** Listed records follows **

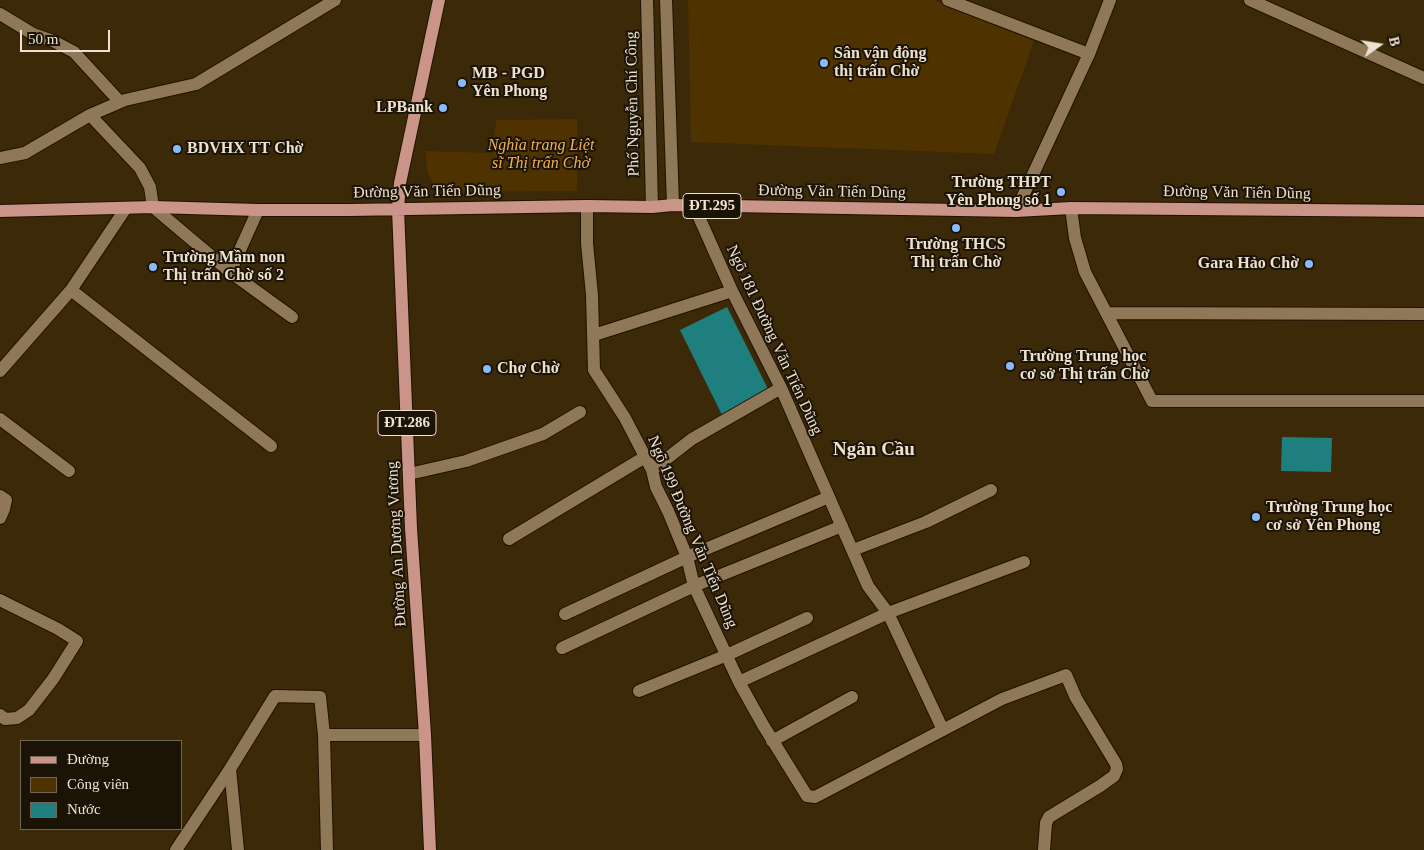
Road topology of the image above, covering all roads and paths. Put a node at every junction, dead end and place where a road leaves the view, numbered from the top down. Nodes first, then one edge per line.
1 (335, 0) edge
2 (439, 0) edge
3 (647, 0) edge
4 (666, 0) edge
5 (948, 0) edge
6 (1110, 0) edge
7 (1250, 0) edge
8 (318, 4) edge
9 (0, 14) edge
10 (1089, 54) junction
11 (1424, 78) edge
12 (120, 102) junction
13 (90, 115) junction
14 (0, 158) edge
15 (673, 205) junction
16 (587, 206) junction
17 (694, 206) junction
18 (153, 207) junction
19 (652, 207) junction
20 (126, 208) junction
21 (1071, 208) junction
22 (398, 209) junction
23 (258, 210) junction
24 (0, 211) edge
25 (1424, 211) edge
26 (1016, 212) junction
27 (230, 272) junction
28 (71, 290) junction
29 (732, 291) junction
30 (1106, 313) junction
31 (1424, 314) edge
32 (292, 317) dead end
33 (594, 335) junction
34 (0, 371) edge
35 (781, 388) junction
36 (1424, 401) edge
37 (580, 412) dead end
38 (0, 420) edge
39 (271, 446) dead end
40 (645, 457) junction
41 (652, 470) junction
42 (69, 471) dead end
43 (409, 474) junction
44 (990, 490) dead end
45 (0, 496) edge
46 (829, 497) junction
47 (0, 518) edge
48 (842, 526) junction
49 (509, 539) dead end
50 (853, 550) junction
51 (687, 557) junction
52 (1024, 562) dead end
53 (694, 586) junction
54 (0, 600) edge
55 (888, 613) junction
56 (565, 614) dead end
57 (806, 618) dead end
58 (562, 648) dead end
59 (728, 655) junction
60 (739, 682) junction
61 (639, 691) dead end
62 (852, 697) dead end
63 (0, 715) edge
64 (942, 730) junction
65 (425, 734) junction
66 (324, 735) junction
67 (772, 741) junction
68 (230, 770) junction
69 (176, 850) edge
70 (238, 850) edge
71 (327, 850) edge
72 (430, 850) edge
73 (1044, 850) edge

1 - 8 street
2 - 22 main road, Đường An Dương Vương / ĐT.286
3 - 19 street, Phố Nguyễn Chí Công
4 - 15 street
5 - 10 street
6 - 10 street
7 - 11 street
8 - 12 street
9 - 12 street
10 - 26 street
12 - 13 street
13 - 14 street
13 - 18 street
15 - 17 main road, Đường Văn Tiến Dũng / ĐT.295
15 - 19 main road, Đường Văn Tiến Dũng / ĐT.295
16 - 19 main road, Đường Văn Tiến Dũng / ĐT.295
16 - 22 main road, Đường Văn Tiến Dũng / ĐT.295
16 - 33 street, Ngõ 199 Đường Văn Tiến Dũng
17 - 26 main road, Đường Văn Tiến Dũng / ĐT.295
17 - 29 street, Ngõ 181 Đường Văn Tiến Dũng
18 - 20 main road, Đường Văn Tiến Dũng / ĐT.295
18 - 23 main road, Đường Văn Tiến Dũng / ĐT.295
18 - 27 street
20 - 24 main road, Đường Văn Tiến Dũng / ĐT.295
20 - 28 street
21 - 25 main road, Đường Văn Tiến Dũng / ĐT.295
21 - 26 main road, Đường Văn Tiến Dũng / ĐT.295
21 - 30 street
22 - 23 main road, Đường Văn Tiến Dũng / ĐT.295
22 - 43 main road, Đường An Dương Vương / ĐT.286
23 - 27 street
27 - 32 street
28 - 34 street
28 - 39 street
29 - 33 street
29 - 35 street, Ngõ 181 Đường Văn Tiến Dũng
30 - 31 street
30 - 36 street
33 - 40 street, Ngõ 199 Đường Văn Tiến Dũng
35 - 41 street
35 - 46 street, Ngõ 181 Đường Văn Tiến Dũng
37 - 43 street
38 - 42 street
40 - 41 street, Ngõ 199 Đường Văn Tiến Dũng
40 - 49 street
41 - 51 street, Ngõ 199 Đường Văn Tiến Dũng
43 - 65 main road, Đường An Dương Vương / ĐT.286
44 - 50 street
45 - 47 street
46 - 48 street, Ngõ 181 Đường Văn Tiến Dũng
46 - 51 street
48 - 50 street, Ngõ 181 Đường Văn Tiến Dũng
48 - 53 street
50 - 55 street, Ngõ 181 Đường Văn Tiến Dũng
51 - 53 street, Ngõ 199 Đường Văn Tiến Dũng
51 - 56 street
52 - 55 street
53 - 58 street
53 - 59 street, Ngõ 199 Đường Văn Tiến Dũng
54 - 63 street
55 - 60 street
55 - 64 street, Ngõ 181 Đường Văn Tiến Dũng
57 - 59 street
59 - 60 street, Ngõ 199 Đường Văn Tiến Dũng
59 - 61 street
60 - 67 street, Ngõ 199 Đường Văn Tiến Dũng
62 - 67 street
64 - 67 street, Ngõ 199 Đường Văn Tiến Dũng
64 - 73 street
65 - 66 street
65 - 72 main road, Đường An Dương Vương / ĐT.286
66 - 68 street
66 - 71 street
68 - 69 street
68 - 70 street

** End of Listed records **

- [Directions]: State how many lines of the listing above hold the word "Vương", with nothing but the number.

- [Result below]: 4